2022 Annual Meeting

Improving the Modularity of Bicistronic Ribosome Binding Sites for Predictable Protein Expression in Diverse Contexts

Ribosome binding sites (RBS) regulate translation initiation rates and are important tools for tuning protein expression in vivo. However, they are strongly influenced by species and local sequence. One method to reduce these effects for predictable genetic circuit behavior incorporates a bicistronic design (BCD). In this scheme, the ribosome binds to mRNA at one RBS, translates a short cistron into a leader peptide, and then initiates translation of a downstream cistron of interest using a second RBS at the end of the first cistron. By translating the first peptide, the ribosome unfolds mRNA secondary structure obstructing the second RBS, producing consistent levels of translation initiation regardless of the initial translated region (ITR) sequence. For BCDs to be widely adopted by synthetic biologists, further improvement of their reliability in different contexts is desired.

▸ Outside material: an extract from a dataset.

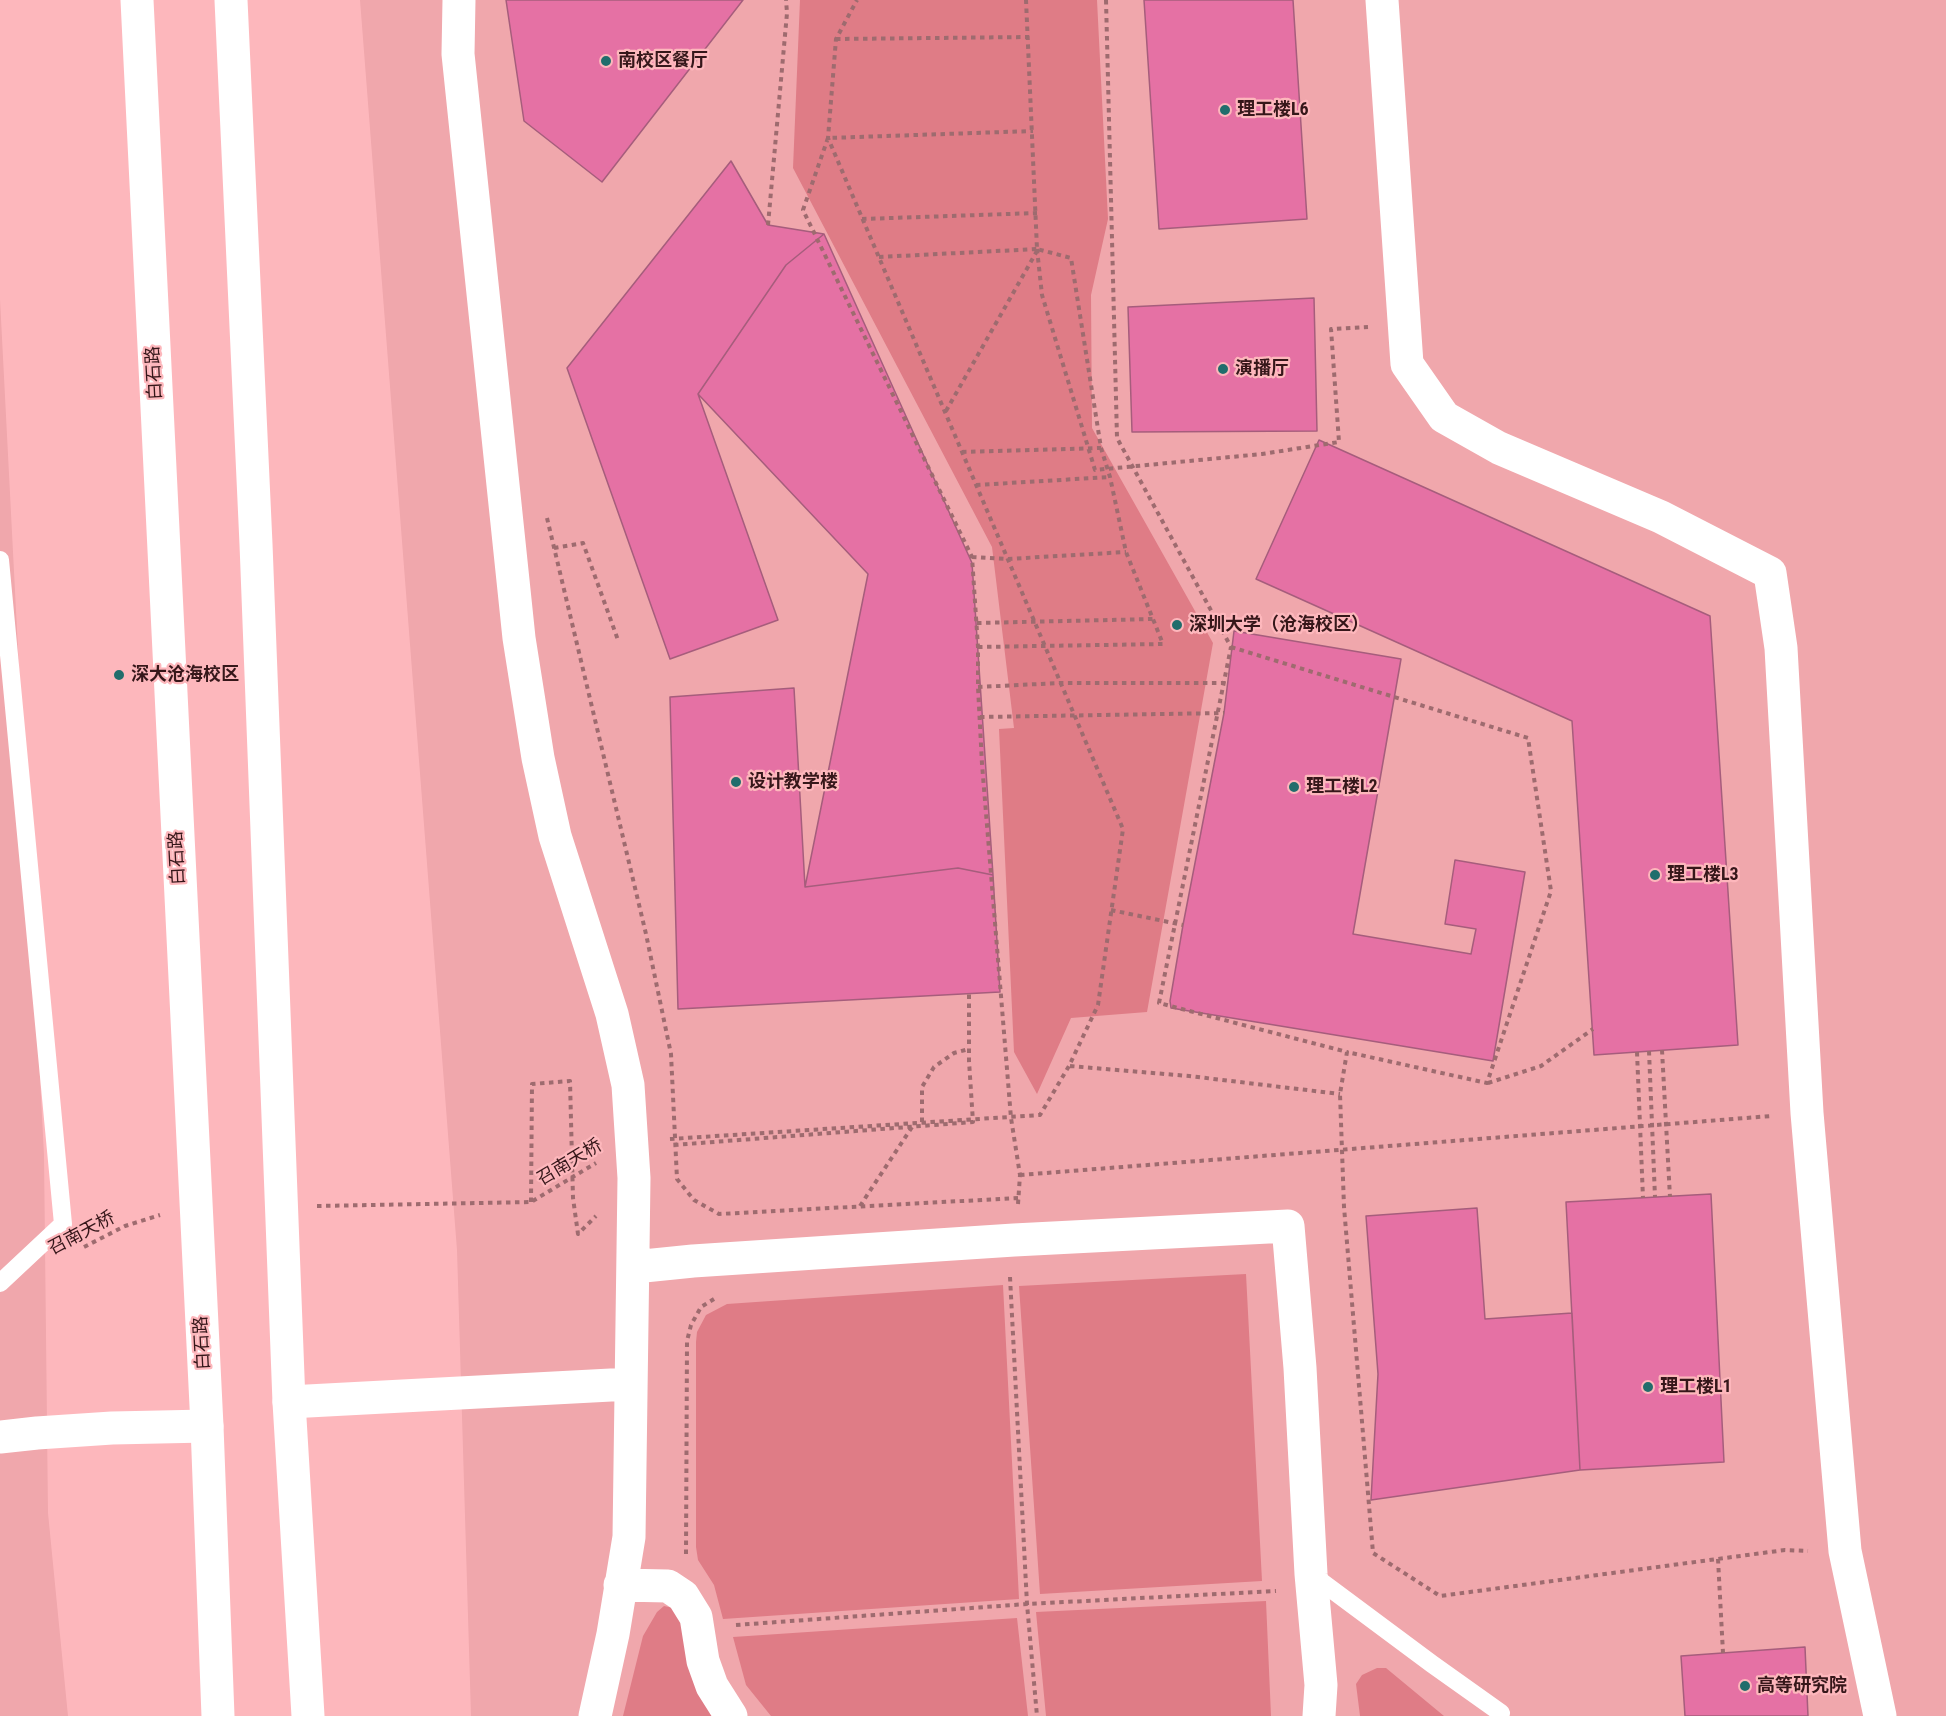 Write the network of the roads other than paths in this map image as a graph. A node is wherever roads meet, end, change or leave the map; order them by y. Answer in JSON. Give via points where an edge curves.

In this project, three changes were made to the existing BCD architecture. First, the distance between the first cistron’s stop and the second cistron’s start codons was increased to allow for NATG cloning overhangs. Second, the canonical GGA sequence was removed from the RBS to generate weaker variants and provide multiple options for tuning protein expression. Third, the genetic insulator RiboJ, a self-cleaving ribozyme, was inserted upstream of the first ribosome binding site to normalize transcript stability by minimizing the effects of the 5’ untranslated region (5’-UTR). BCD-containing plasmids were built using Golden Gate Assembly and cloned in Escherichia coli, while protein expression levels were measured using fluorescent protein reporters. This new series of BCDs demonstrated consistent levels of expression across a 25,000-fold range in six different ITR contexts.

We further tested the modularity of the BCDs. We showed that randomly changing nucleotides in the vicinity of the second RBS had a small (<30%) impact on expression. We also varied the distance between the codons from 0 (“overlapping”) to 5 bases. While overlapping codons produced increased protein expression levels by >50%, further increasing the gap between codons did not conclusively impact expression. All together, these results show that the new series of BCDs are broadly usable for experiments in diverse genetic contexts.